L’obiettivo sarà creare gruppi di parchi offshore interconnessi, in grado di esportare la loro produzione energetica a due o più Paesi, condividendo alcune infrastrutture elettriche come i cavi e le sottostazioni. Lo sviluppo di reti interconnesse sarà essenziale per l’integrazione delle fonti rinnovabili nel sistema elettrico continentale: facilitando gli scambi elettrici fra Paesi sarà più facile compensare l’instabilità delle fonti rinnovabili, inviando ad esempio l’energia eolica o solare in eccesso in un’area del continente ad alimentare altre zone dove il vento è caduto o il cielo è coperto.

Reti magliate e flessibili possono compensare fluttuazioni importanti e proprio per questo i moderni gestori puntano su diversificazione e flessibilità, come succede ad esempio nel Sud dell’Australia, dove il sistema elettrico è in grado di funzionare in maniera affidabile solo con sole e vento per giorni e giorni, senza carbone, senza idroelettrico, senza nucleare e con un apporto marginale del gas.

A questo scopo nel Nord Europa sono in progetto delle vere e proprie isole energetiche artificiali, come quella – battezzata Princess Elisabeth – che il Belgio inizierà a costruire nel 2024 per connettere gli impianti offshore con la rete elettrica nazionale e con le interconnessioni verso Danimarca e Gran Bretagna.

L’isola, che dovrebbe essere operativa come primo snodo della rete integrata nel 2027, sorgerà a una cinquantina di chilometri dalla costa, avrà un’estensione di circa 6 ettari e ospiterà anche un piccolo porto e una piattaforma di atterraggio per elicotteri. Il progetto, lanciato dal gestore belga delle linee elettriche ad alta tensione, Elia, è sostenuto dal governo belga con 100 milioni di euro tramite il Recovery Plan post-Covid.

Un primo esempio è la Kriegers Flak Combined Grid Solution tra Danimarca e Germania, già operativa dall’anno scorso: una rete combinata tra due parchi marini nel Mar Baltico, Kriegers Flak (600 MW) in Danimarca e Baltic 2 (288 MW) in Germania, tramite un nuovo interconnettore da 400 megawatt che permette di scambiare energia in entrambe le direzioni, dalla Danimarca verso la Germania e viceversa.

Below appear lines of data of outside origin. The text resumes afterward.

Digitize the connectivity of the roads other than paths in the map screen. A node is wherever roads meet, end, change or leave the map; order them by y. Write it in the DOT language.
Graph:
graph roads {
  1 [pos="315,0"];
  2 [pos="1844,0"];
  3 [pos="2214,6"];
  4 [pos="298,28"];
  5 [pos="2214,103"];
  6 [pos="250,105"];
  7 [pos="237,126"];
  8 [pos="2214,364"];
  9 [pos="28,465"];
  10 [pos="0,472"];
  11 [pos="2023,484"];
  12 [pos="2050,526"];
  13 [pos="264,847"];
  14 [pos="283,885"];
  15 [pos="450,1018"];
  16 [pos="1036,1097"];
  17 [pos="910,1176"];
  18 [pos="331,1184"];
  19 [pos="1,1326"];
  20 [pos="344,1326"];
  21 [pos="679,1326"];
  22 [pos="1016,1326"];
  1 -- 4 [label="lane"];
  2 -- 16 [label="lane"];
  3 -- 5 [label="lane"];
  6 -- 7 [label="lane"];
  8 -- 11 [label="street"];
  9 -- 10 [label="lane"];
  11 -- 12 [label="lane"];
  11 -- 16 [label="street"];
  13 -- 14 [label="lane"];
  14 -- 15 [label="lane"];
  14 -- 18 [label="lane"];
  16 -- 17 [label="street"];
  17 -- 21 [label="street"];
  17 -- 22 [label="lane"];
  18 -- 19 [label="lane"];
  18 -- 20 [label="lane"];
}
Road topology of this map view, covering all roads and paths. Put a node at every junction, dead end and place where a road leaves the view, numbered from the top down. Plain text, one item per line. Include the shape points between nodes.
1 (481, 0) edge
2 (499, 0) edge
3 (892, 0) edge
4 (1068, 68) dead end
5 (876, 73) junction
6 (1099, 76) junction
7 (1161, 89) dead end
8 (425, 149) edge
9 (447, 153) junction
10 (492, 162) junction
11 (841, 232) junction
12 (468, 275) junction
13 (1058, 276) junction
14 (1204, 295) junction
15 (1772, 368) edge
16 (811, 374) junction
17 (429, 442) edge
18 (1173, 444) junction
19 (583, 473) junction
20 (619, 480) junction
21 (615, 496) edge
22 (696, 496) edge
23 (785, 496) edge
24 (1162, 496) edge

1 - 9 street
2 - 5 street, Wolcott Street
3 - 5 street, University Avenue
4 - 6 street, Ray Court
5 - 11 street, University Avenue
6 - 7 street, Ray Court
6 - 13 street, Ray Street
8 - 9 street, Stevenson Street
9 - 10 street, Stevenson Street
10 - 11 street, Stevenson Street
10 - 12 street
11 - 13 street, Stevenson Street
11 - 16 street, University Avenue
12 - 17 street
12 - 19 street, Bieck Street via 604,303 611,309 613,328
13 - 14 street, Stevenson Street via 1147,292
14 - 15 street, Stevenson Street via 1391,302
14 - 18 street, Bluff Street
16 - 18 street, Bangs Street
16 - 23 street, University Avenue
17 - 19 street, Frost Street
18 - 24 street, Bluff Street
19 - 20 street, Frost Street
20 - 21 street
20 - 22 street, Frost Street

Per il Mediterraneo, invece, desta sempre più interesse l’eolico galleggiante, che consente installazioni in acque profonde anche centinaia di metri. Le prime sperimentazioni sono state avviate al largo della Scozia dalla compagnia petrolifera norvegese Equinor, che ha sfruttato il know-how acquisito con le piattaforme petrolifere. Il costo di questa tecnologia è ancora elevato, ma è destinato a calare rapidamente, man mano che si realizzeranno i primi progetti, fra cui anche alcuni in arrivo in Italia. I parchi eolici galleggianti possono essere collocati a 30-40 chilometri dalla costa, consentendo di minimizzare gli impatti visivi, un fattore che ha a lungo bloccato i progetti offshore lungo le coste.